By seeing Doctrine and Covenants 138 in its scriptural setting, class members will come to know that the Savior’s atonement is the greatest of blessings.
Prepare to show the following pictures:
Joseph F. Smith in the color section.
An individual tree within a forest (see
p. 62) and a picture of a forest (in this lesson).
A missionary (optional).
Hand copy or photocopy the handout of the pretest for each class member; also have pencils available (see end of lesson).
If the videocassette Testimonies of the Presidents of The Church of Jesus Christ of Latter-day Saints (53242) is available, show the section “Joseph F. Smith.”
Note: Because many may not easily understand the principle of redemption of the dead, it is suggested that you teach informally with much class discussion. It is important that the lesson be taught with the Spirit so the class can feel your testimony.
Ensure that each knows the meaning of redemption. (“To free from captivity by payment of ransom” [Webster’s Tenth New Collegiate Dictionary, s.v. “redemption”].)
Because Adam and Eve transgressed, we all must die, but Jesus offered to redeem us, or pay for our sins. He suffered and died for us so we can live again. Jesus paid the price for us. That is redemption. He is our Redeemer.
Suggested Lesson Development
Introduce the lesson by giving each class member a copy of the pretest and a pencil.

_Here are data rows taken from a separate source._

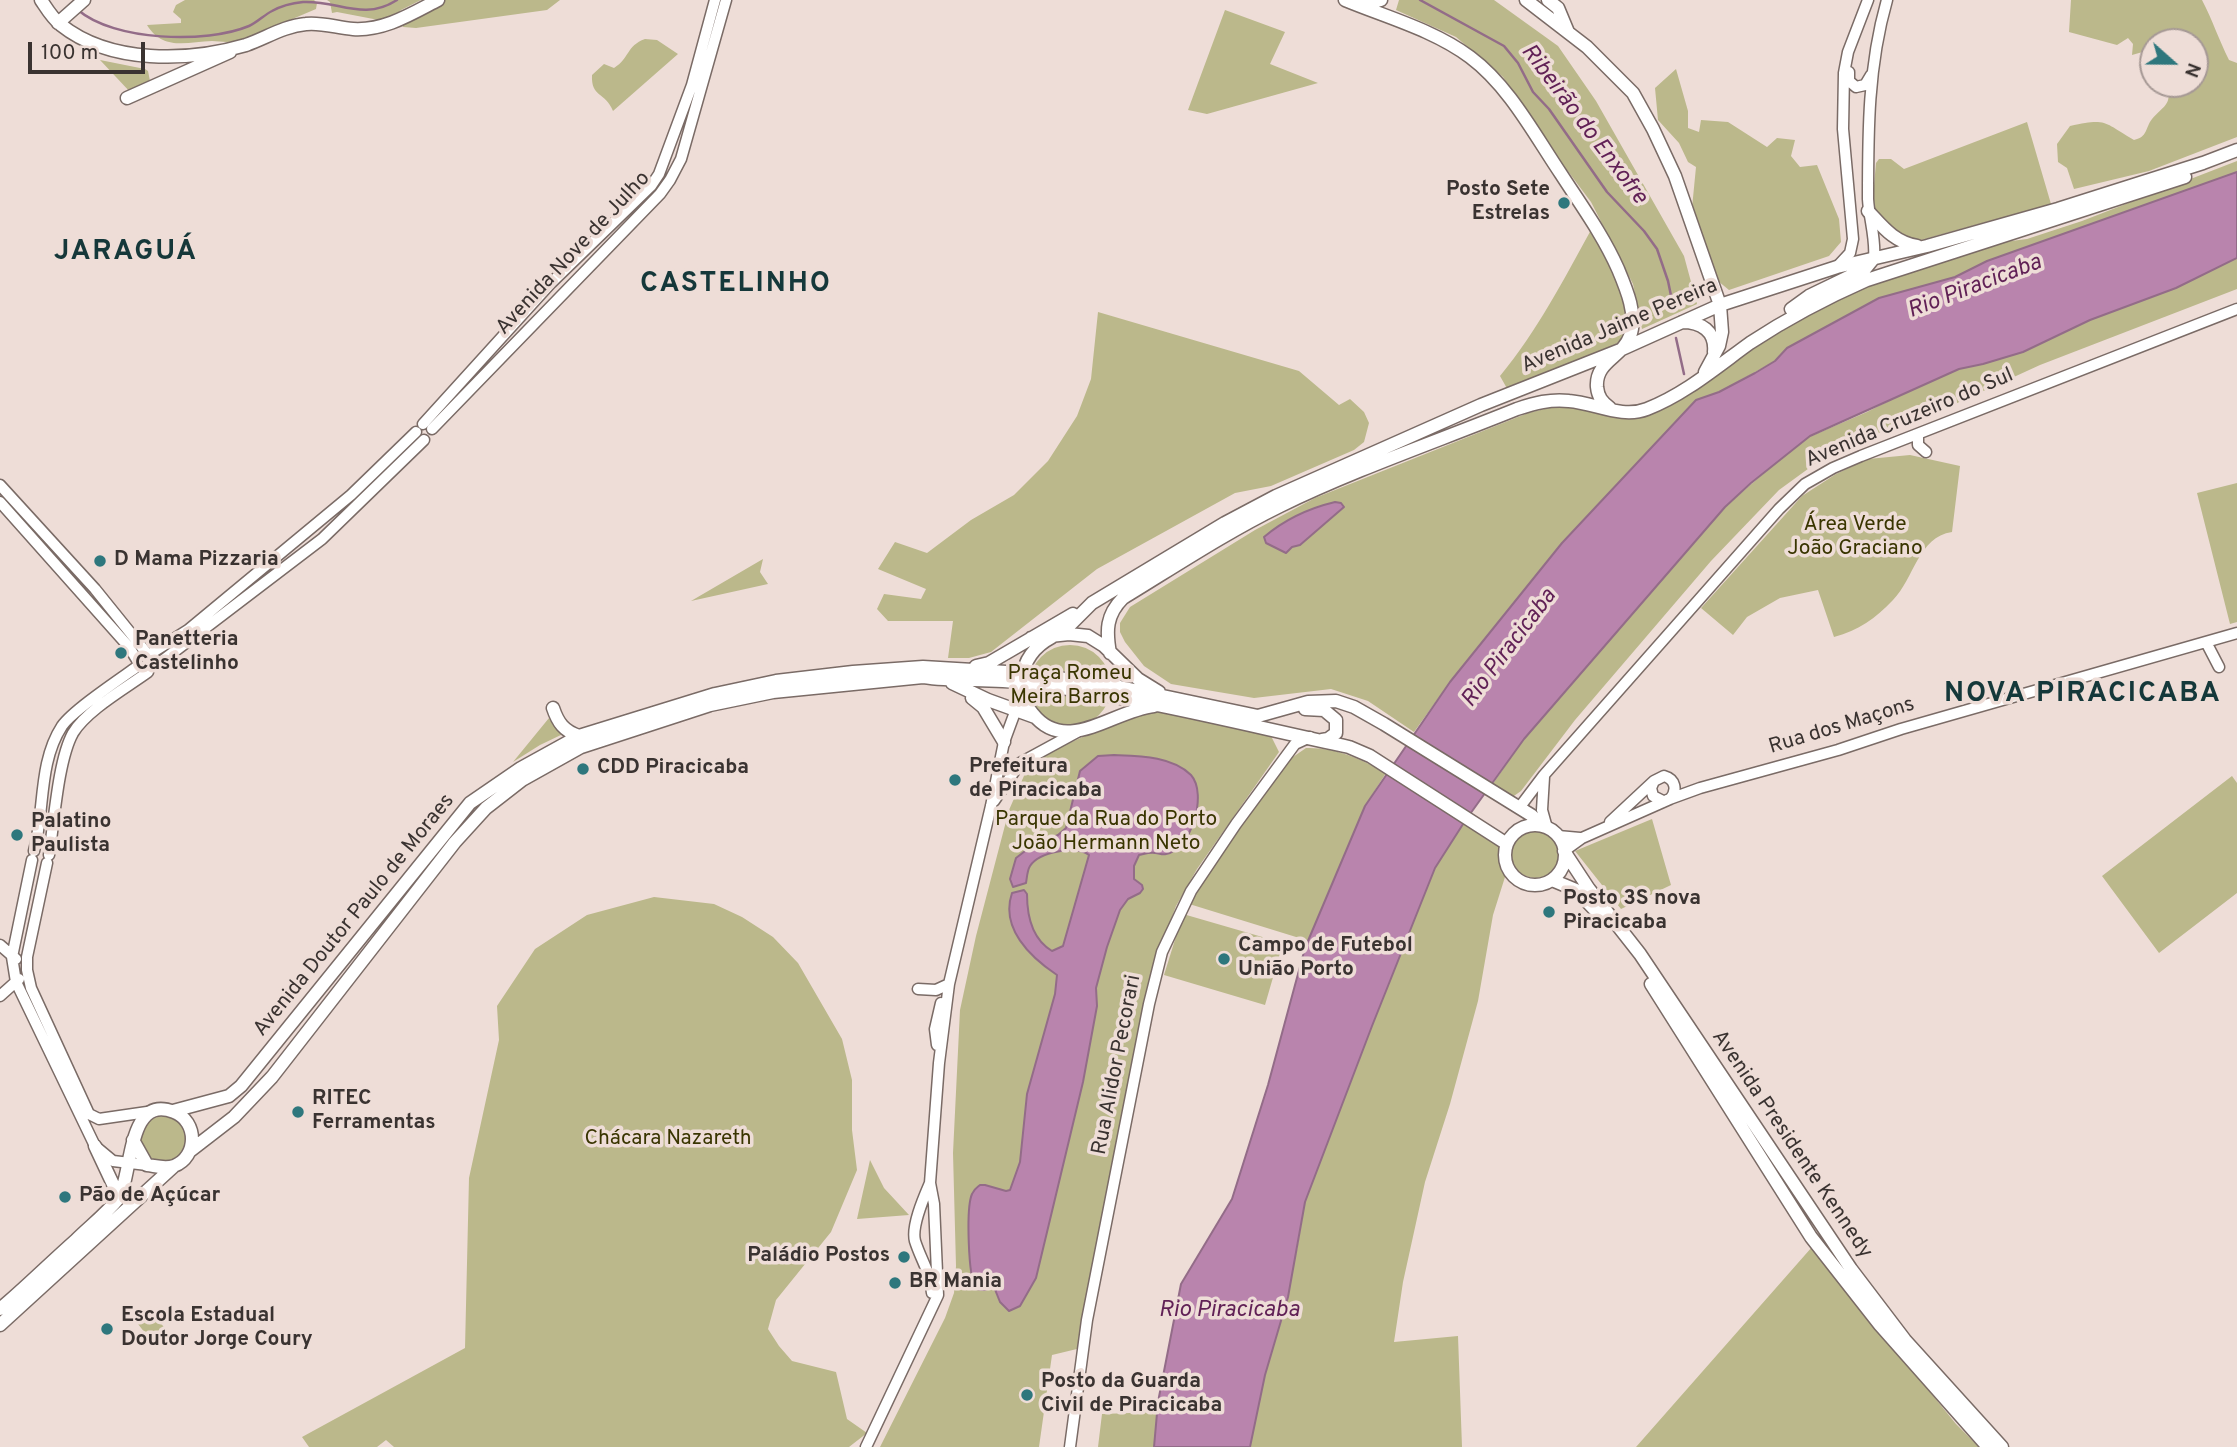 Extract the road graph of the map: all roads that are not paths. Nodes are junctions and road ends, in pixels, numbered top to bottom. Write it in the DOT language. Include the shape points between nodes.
graph roads {
  1 [pos="41,0"];
  2 [pos="438,0"];
  3 [pos="715,0"];
  4 [pos="726,0"];
  5 [pos="1345,0"];
  6 [pos="1359,0"];
  7 [pos="1381,0"];
  8 [pos="1390,0"];
  9 [pos="1526,0"];
  10 [pos="1548,0"];
  11 [pos="1868,0"];
  12 [pos="1886,0"];
  13 [pos="78,6"];
  14 [pos="1393,19"];
  15 [pos="58,23"];
  16 [pos="1855,31"];
  17 [pos="72,33"];
  18 [pos="1568,33"];
  19 [pos="246,45"];
  20 [pos="1848,52"];
  21 [pos="1874,52"];
  22 [pos="148,56"];
  23 [pos="1871,75"];
  24 [pos="168,80"];
  25 [pos="127,98"];
  26 [pos="2237,150"];
  27 [pos="2237,158"];
  28 [pos="1868,211"];
  29 [pos="1927,246"];
  30 [pos="1874,258"];
  31 [pos="1837,267"];
  32 [pos="1720,305"];
  33 [pos="2237,309"];
  34 [pos="1682,322"];
  35 [pos="1760,337"];
  36 [pos="1620,351"];
  37 [pos="1713,358"];
  38 [pos="1703,376"];
  39 [pos="1614,411"];
  40 [pos="424,431"];
  41 [pos="1919,434"];
  42 [pos="1926,452"];
  43 [pos="0,485"];
  44 [pos="0,502"];
  45 [pos="1092,603"];
  46 [pos="2237,633"];
  47 [pos="1056,636"];
  48 [pos="1031,638"];
  49 [pos="2206,642"];
  50 [pos="1111,655"];
  51 [pos="144,660"];
  52 [pos="2219,667"];
  53 [pos="961,668"];
  54 [pos="946,680"];
  55 [pos="1022,683"];
  56 [pos="1119,692"];
  57 [pos="1166,701"];
  58 [pos="553,708"];
  59 [pos="1283,710"];
  60 [pos="1015,711"];
  61 [pos="1035,717"];
  62 [pos="1097,725"];
  63 [pos="1077,732"];
  64 [pos="579,736"];
  65 [pos="1316,738"];
  66 [pos="1004,741"];
  67 [pos="1544,775"];
  68 [pos="1654,781"];
  69 [pos="1673,782"];
  70 [pos="1700,788"];
  71 [pos="1665,801"];
  72 [pos="991,806"];
  73 [pos="1520,808"];
  74 [pos="1604,828"];
  75 [pos="1549,830"];
  76 [pos="1582,838"];
  77 [pos="1509,841"];
  78 [pos="1564,851"];
  79 [pos="33,855"];
  80 [pos="48,859"];
  81 [pos="1552,880"];
  82 [pos="0,945"];
  83 [pos="12,957"];
  84 [pos="27,967"];
  85 [pos="16,982"];
  86 [pos="949,984"];
  87 [pos="918,989"];
  88 [pos="0,996"];
  89 [pos="935,1029"];
  90 [pos="942,1044"];
  91 [pos="939,1063"];
  92 [pos="157,1110"];
  93 [pos="173,1111"];
  94 [pos="133,1140"];
  95 [pos="95,1146"];
  96 [pos="190,1152"];
  97 [pos="128,1164"];
  98 [pos="147,1164"];
  99 [pos="174,1166"];
  100 [pos="930,1183"];
  101 [pos="119,1197"];
  102 [pos="921,1207"];
  103 [pos="935,1223"];
  104 [pos="935,1236"];
  105 [pos="914,1238"];
  106 [pos="933,1304"];
  107 [pos="0,1309"];
  108 [pos="0,1325"];
  109 [pos="866,1447"];
  110 [pos="1070,1447"];
  111 [pos="1988,1447"];
  112 [pos="2002,1447"];
  1 -- 15 [label="main road"];
  2 -- 19 [label="main road" via="375,29 309,23"];
  3 -- 40 [label="street, Avenida Nove de Julho" via="692,85 651,186 551,283"];
  4 -- 40 [label="street, Avenida Nove de Julho" via="681,159 670,180 569,289"];
  5 -- 14 [label="main road"];
  6 -- 7 [label="main road"];
  8 -- 14 [label="main road"];
  9 -- 18 [label="main road"];
  10 -- 18 [label="main road" via="1558,8"];
  11 -- 16 [label="street"];
  12 -- 21 [label="street"];
  13 -- 15 [label="main road"];
  13 -- 17 [label="main road"];
  14 -- 36 [label="main road" via="1446,41 1471,58 1529,123 1618,269 1633,322"];
  15 -- 17 [label="main road"];
  16 -- 20 [label="street"];
  16 -- 21 [label="street" via="1871,33"];
  17 -- 22 [label="main road" via="106,47"];
  18 -- 32 [label="main road" via="1633,93 1675,176"];
  19 -- 22 [label="main road"];
  19 -- 24 [label="main road"];
  20 -- 23 [label="street" via="1853,86 1864,85"];
  20 -- 31 [label="street" via="1843,129 1853,239 1850,253"];
  21 -- 23 [label="street"];
  22 -- 24 [label="main road" via="161,65"];
  23 -- 28 [label="street"];
  24 -- 25 [label="main road"];
  26 -- 29 [label="main road, Avenida Jaime Pereira"];
  27 -- 35 [label="main road, Avenida Jaime Pereira" via="1867,280 1817,302"];
  28 -- 29 [label="main road" via="1900,242"];
  28 -- 30 [label="street"];
  29 -- 30 [label="main road, Avenida Jaime Pereira"];
  30 -- 31 [label="main road, Avenida Jaime Pereira"];
  30 -- 35 [label="main road" via="1865,269 1809,296"];
  31 -- 32 [label="main road, Avenida Jaime Pereira"];
  32 -- 34 [label="main road, Avenida Jaime Pereira"];
  32 -- 37 [label="main road" via="1722,332"];
  33 -- 41 [label="street, Avenida Cruzeiro do Sul"];
  34 -- 36 [label="main road, Avenida Jaime Pereira"];
  34 -- 37 [label="main road" via="1705,327 1715,347"];
  35 -- 38 [label="main road, Avenida Jaime Pereira"];
  36 -- 39 [label="main road" via="1607,360 1597,382 1602,402"];
  36 -- 45 [label="main road, Avenida Jaime Pereira" via="1502,396 1276,496"];
  37 -- 38 [label="main road"];
  38 -- 39 [label="main road, Avenida Jaime Pereira" via="1644,411"];
  39 -- 50 [label="main road, Avenida Jaime Pereira" via="1545,400 1279,507 1123,598 1108,622"];
  40 -- 51 [label="street, Avenida Nove de Julho" via="188,630"];
  40 -- 51 [label="street, Avenida Nove de Julho" via="322,539 154,670"];
  41 -- 42 [label="street" via="1918,445"];
  41 -- 67 [label="street, Avenida Cruzeiro do Sul" via="1805,484"];
  43 -- 51 [label="street" via="95,589"];
  44 -- 51 [label="street"];
  45 -- 47 [label="main road, Avenida Jaime Pereira"];
  45 -- 48 [label="main road"];
  46 -- 49 [label="street, Rua dos Maçons"];
  47 -- 48 [label="main road"];
  47 -- 50 [label="main road" via="1088,636"];
  47 -- 55 [label="main road, Avenida Jaime Pereira" via="1030,655"];
  48 -- 53 [label="main road" via="989,663"];
  49 -- 52 [label="street"];
  49 -- 70 [label="street, Rua dos Maçons"];
  50 -- 56 [label="main road, Avenida Jaime Pereira" via="1119,671"];
  50 -- 57 [label="main road"];
  51 -- 79 [label="street, Avenida Nove de Julho" via="64,723 46,769"];
  51 -- 80 [label="street, Avenida Nove de Julho" via="74,732 62,768"];
  53 -- 55 [label="main road, Avenida Doutor Paulo de Moraes"];
  53 -- 64 [label="main road, Avenida Doutor Paulo de Moraes" via="900,668 776,681 715,694"];
  54 -- 55 [label="main road, Avenida Doutor Paulo de Moraes"];
  54 -- 60 [label="main road"];
  54 -- 66 [label="main road" via="983,707"];
  54 -- 96 [label="main road, Avenida Doutor Paulo de Moraes" via="923,677 855,682 710,705 581,747 522,780 486,808 455,842 272,1077 234,1117"];
  55 -- 56 [label="main road, Avenida Doutor Paulo de Moraes"];
  55 -- 60 [label="street"];
  55 -- 61 [label="main road"];
  56 -- 57 [label="main road, Avenida Doutor Paulo de Moraes"];
  56 -- 62 [label="main road" via="1110,713"];
  57 -- 59 [label="main road, Avenida Doutor Paulo de Moraes" via="1258,716"];
  57 -- 62 [label="main road"];
  57 -- 65 [label="main road, Avenida Doutor Paulo de Moraes"];
  58 -- 64 [label="main road" via="563,728"];
  59 -- 65 [label="main road" via="1330,713 1338,729 1332,737"];
  59 -- 73 [label="main road, Avenida Doutor Paulo de Moraes" via="1308,702 1336,701 1354,707"];
  60 -- 61 [label="main road"];
  60 -- 66 [label="street"];
  61 -- 63 [label="main road" via="1054,730"];
  62 -- 63 [label="main road"];
  63 -- 72 [label="street" via="1020,763"];
  64 -- 93 [label="main road, Avenida Doutor Paulo de Moraes" via="470,803 241,1086 229,1096"];
  65 -- 77 [label="main road, Avenida Doutor Paulo de Moraes" via="1370,756"];
  65 -- 110 [label="street, Rua Alidor Pecorari" via="1295,744 1225,840 1191,891 1162,951 1087,1320"];
  66 -- 72 [label="street"];
  67 -- 73 [label="street, Avenida Cruzeiro do Sul"];
  67 -- 75 [label="street" via="1542,810"];
  68 -- 69 [label="street" via="1664,776"];
  68 -- 71 [label="street" via="1651,792"];
  68 -- 74 [label="street, Rua dos Maçons"];
  69 -- 70 [label="street, Rua dos Maçons"];
  69 -- 71 [label="street" via="1675,793"];
  70 -- 71 [label="street, Rua dos Maçons"];
  71 -- 74 [label="street, Rua dos Maçons"];
  72 -- 86 [label="street"];
  73 -- 75 [label="main road, Avenida Doutor Paulo de Moraes"];
  73 -- 77 [label="main road"];
  74 -- 76 [label="street, Rua dos Maçons"];
  75 -- 76 [label="street, Rua dos Maçons"];
  75 -- 77 [label="main road" via="1525,827"];
  75 -- 78 [label="main road"];
  76 -- 78 [label="street, Rua dos Maçons"];
  77 -- 81 [label="main road" via="1505,858 1513,876 1535,885"];
  78 -- 81 [label="main road" via="1562,867"];
  78 -- 112 [label="main road, Avenida Presidente Kennedy" via="1640,954 1851,1269 1905,1340"];
  79 -- 80 [label="street" via="39,866"];
  79 -- 83 [label="street, Avenida Nove de Julho"];
  80 -- 84 [label="street, Avenida Nove de Julho"];
  81 -- 111 [label="main road, Avenida Presidente Kennedy" via="1576,890 1627,948 1811,1237 1880,1325"];
  82 -- 83 [label="street"];
  83 -- 84 [label="street"];
  83 -- 85 [label="street, Avenida Nove de Julho"];
  84 -- 85 [label="street"];
  84 -- 92 [label="street, Avenida Nove de Julho" via="31,988 87,1112 99,1119"];
  85 -- 88 [label="street"];
  85 -- 95 [label="street, Avenida Nove de Julho"];
  86 -- 87 [label="street" via="930,991"];
  86 -- 89 [label="street"];
  86 -- 90 [label="street"];
  89 -- 90 [label="street"];
  89 -- 91 [label="street"];
  90 -- 91 [label="street"];
  91 -- 100 [label="street"];
  92 -- 93 [label="main road"];
  92 -- 94 [label="main road" via="141,1121"];
  93 -- 96 [label="main road" via="190,1127"];
  94 -- 97 [label="main road"];
  94 -- 98 [label="main road"];
  95 -- 97 [label="street" via="113,1161"];
  95 -- 101 [label="main road"];
  96 -- 99 [label="main road"];
  97 -- 98 [label="street"];
  97 -- 101 [label="main road"];
  98 -- 99 [label="main road"];
  99 -- 108 [label="main road"];
  100 -- 102 [label="street"];
  100 -- 103 [label="street"];
  101 -- 107 [label="main road"];
  102 -- 103 [label="street" via="931,1212"];
  102 -- 105 [label="street"];
  103 -- 104 [label="street"];
  104 -- 105 [label="street" via="925,1245"];
  104 -- 106 [label="street" via="938,1295"];
  105 -- 106 [label="street" via="930,1276"];
  106 -- 109 [label="street"];
}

Instruct the class to answer true or false to each of the statements. Tell them that they will correct their own pretests later in the lesson.
Pictures and discussion
You may have heard someone say, “He can’t see the forest for the trees.” What do you think is meant by that statement? (We often see just the trees around us—whatever is close to us—[show the close-up picture of the tree]. What is near to us seems all-important, and we don’t see the overall picture. [Show the picture of the forest.])
In the story of Camelot, why did the wizard, Merlin, change young Arthur into a hawk so he could fly high above the earth? (It was to give Arthur a better view of the world and teach him that there were no boundaries between kingdoms. Before then he could see only the trees, the narrow view. If your class members are not familiar with Camelot, refer them to the view of astronauts or to the view a man has on the top of a mountain.)
What are some of your “trees,” things close to you that you now think to be important? (They might mention being good at sports, winning the game, being popular, being in style, etc.)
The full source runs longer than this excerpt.